* [Brief]: Look at each line of the records and count those with "PONTOS" in them. Please answer with the count alone.

::: Records to process

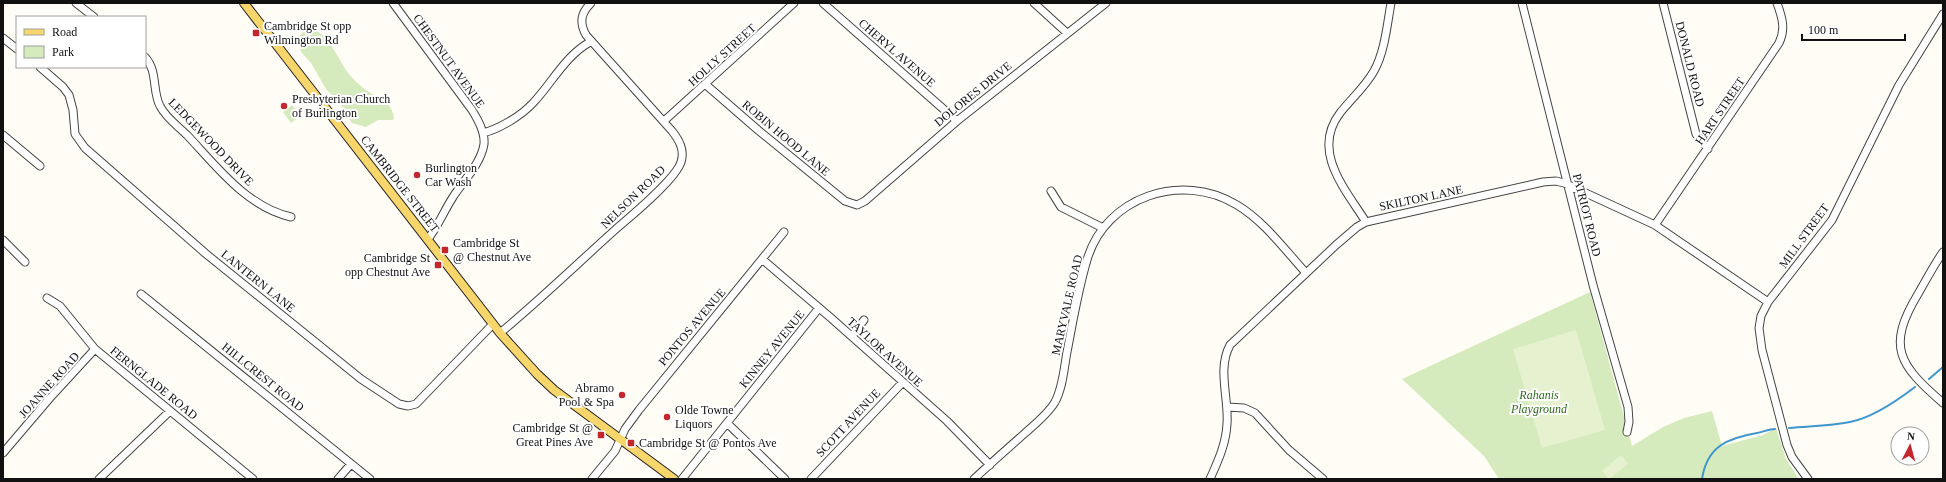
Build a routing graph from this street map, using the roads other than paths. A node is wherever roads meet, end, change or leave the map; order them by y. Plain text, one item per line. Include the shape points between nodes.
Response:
1 (76, 3) edge
2 (244, 3) edge
3 (393, 3) edge
4 (591, 3) edge
5 (794, 3) edge
6 (823, 3) edge
7 (1034, 3) edge
8 (1106, 3) edge
9 (1392, 3) edge
10 (1522, 3) edge
11 (1663, 3) edge
12 (1777, 3) edge
13 (1943, 14) edge
14 (93, 16) edge
15 (1067, 33) junction
16 (3, 38) edge
17 (590, 42) junction
18 (16, 48) edge
19 (146, 60) edge
20 (41, 68) edge
21 (705, 84) junction
22 (664, 121) junction
23 (957, 121) junction
24 (483, 134) junction
25 (3, 135) edge
26 (1708, 149) junction
27 (40, 166) dead end
28 (1568, 184) junction
29 (1051, 191) dead end
30 (856, 205) joint
31 (291, 217) dead end
32 (1366, 222) junction
33 (1655, 225) junction
34 (1103, 228) junction
35 (784, 232) dead end
36 (428, 239) junction
37 (3, 240) edge
38 (1943, 252) edge
39 (762, 260) junction
40 (25, 262) dead end
41 (1306, 272) junction
42 (141, 294) dead end
43 (47, 298) dead end
44 (1768, 302) junction
45 (819, 308) junction
46 (864, 320) dead end
47 (494, 324) junction
48 (500, 333) junction
49 (852, 336) junction
50 (95, 349) junction
51 (902, 383) junction
52 (1943, 403) edge
53 (1227, 407) junction
54 (170, 411) junction
55 (727, 423) junction
56 (1627, 432) dead end
57 (621, 439) junction
58 (3, 453) edge
59 (351, 464) junction
60 (990, 464) junction
61 (99, 479) edge
62 (253, 479) edge
63 (338, 479) edge
64 (370, 479) edge
65 (592, 479) edge
66 (674, 479) edge
67 (682, 479) edge
68 (785, 479) edge
69 (811, 479) edge
70 (974, 479) edge
71 (1210, 479) edge
72 (1323, 479) edge
73 (1808, 479) edge

1 - 14 street
2 - 36 main road, CAMBRIDGE STREET
3 - 24 street, CHESTNUT AVENUE via 472,110
4 - 17 street via 583,12 582,19 583,30
5 - 21 street, HOLLY STREET
6 - 23 street, CHERYL AVENUE
7 - 15 street
8 - 15 street, DOLORES DRIVE
9 - 32 street via 1374,70 1335,121 1328,141 1328,153 1338,176
10 - 28 street, PATRIOT ROAD
11 - 26 street, DONALD ROAD via 1696,134
12 - 26 street, HART STREET via 1783,23 1779,43
13 - 44 street, MILL STREET via 1899,85 1832,220
15 - 23 street, DOLORES DRIVE
16 - 18 street
17 - 22 street, NELSON ROAD
17 - 24 street via 571,58 524,111
19 - 31 street, LEDGEWOOD DRIVE via 152,70 159,103 168,117 253,200 275,213
20 - 47 street, LANTERN LANE via 69,95 75,134 85,148 205,253 392,401 404,406 416,404
21 - 22 street, HOLLY STREET
21 - 30 street, ROBIN HOOD LANE via 845,201
22 - 48 street, NELSON ROAD via 682,149 681,162 675,173
23 - 30 street, DOLORES DRIVE via 865,201
24 - 36 street via 484,145 479,158
25 - 27 street
26 - 33 street, HART STREET
28 - 32 street, SKILTON LANE via 1556,181 1543,182
28 - 33 street, SKILTON LANE
28 - 56 street, PATRIOT ROAD via 1593,285 1628,407
29 - 34 street via 1061,207
32 - 41 street, SKILTON LANE
33 - 44 street, SKILTON LANE
34 - 41 street, MARYVALE ROAD via 1124,207 1150,195 1180,190 1200,191 1224,198 1246,211
34 - 60 street, MARYVALE ROAD via 1087,261 1056,400 1044,416
35 - 39 street, PONTOS AVENUE
36 - 47 main road, CAMBRIDGE STREET
37 - 40 street
38 - 52 street via 1906,315 1901,327 1900,341 1902,356 1909,369
39 - 45 street, TAYLOR AVENUE
39 - 57 street, PONTOS AVENUE via 639,410 626,427
41 - 53 street, SKILTON LANE via 1228,348 1224,365
42 - 59 street, HILLCREST ROAD
43 - 50 street, FERNGLADE ROAD via 60,306
44 - 73 street, MILL STREET via 1760,322 1762,350 1787,445 1792,457
45 - 49 street, TAYLOR AVENUE
45 - 55 street, KINNEY AVENUE
46 - 49 street
47 - 48 main road, CAMBRIDGE STREET
48 - 57 main road, CAMBRIDGE STREET via 545,382
49 - 51 street, TAYLOR AVENUE
50 - 54 street, FERNGLADE ROAD
50 - 58 street, JOANNE ROAD
51 - 60 street, TAYLOR AVENUE via 950,424
51 - 69 street, SCOTT AVENUE
53 - 71 street, SKILTON LANE via 1224,443
53 - 72 street via 1244,408 1255,413 1290,450
54 - 61 street
54 - 62 street, FERNGLADE ROAD
55 - 67 street, KINNEY AVENUE
55 - 68 street
57 - 65 street, PONTOS AVENUE via 615,451
57 - 66 main road, CAMBRIDGE STREET
59 - 63 street
59 - 64 street, HILLCREST ROAD
60 - 70 street, MARYVALE ROAD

::::::

* [Response area]: 3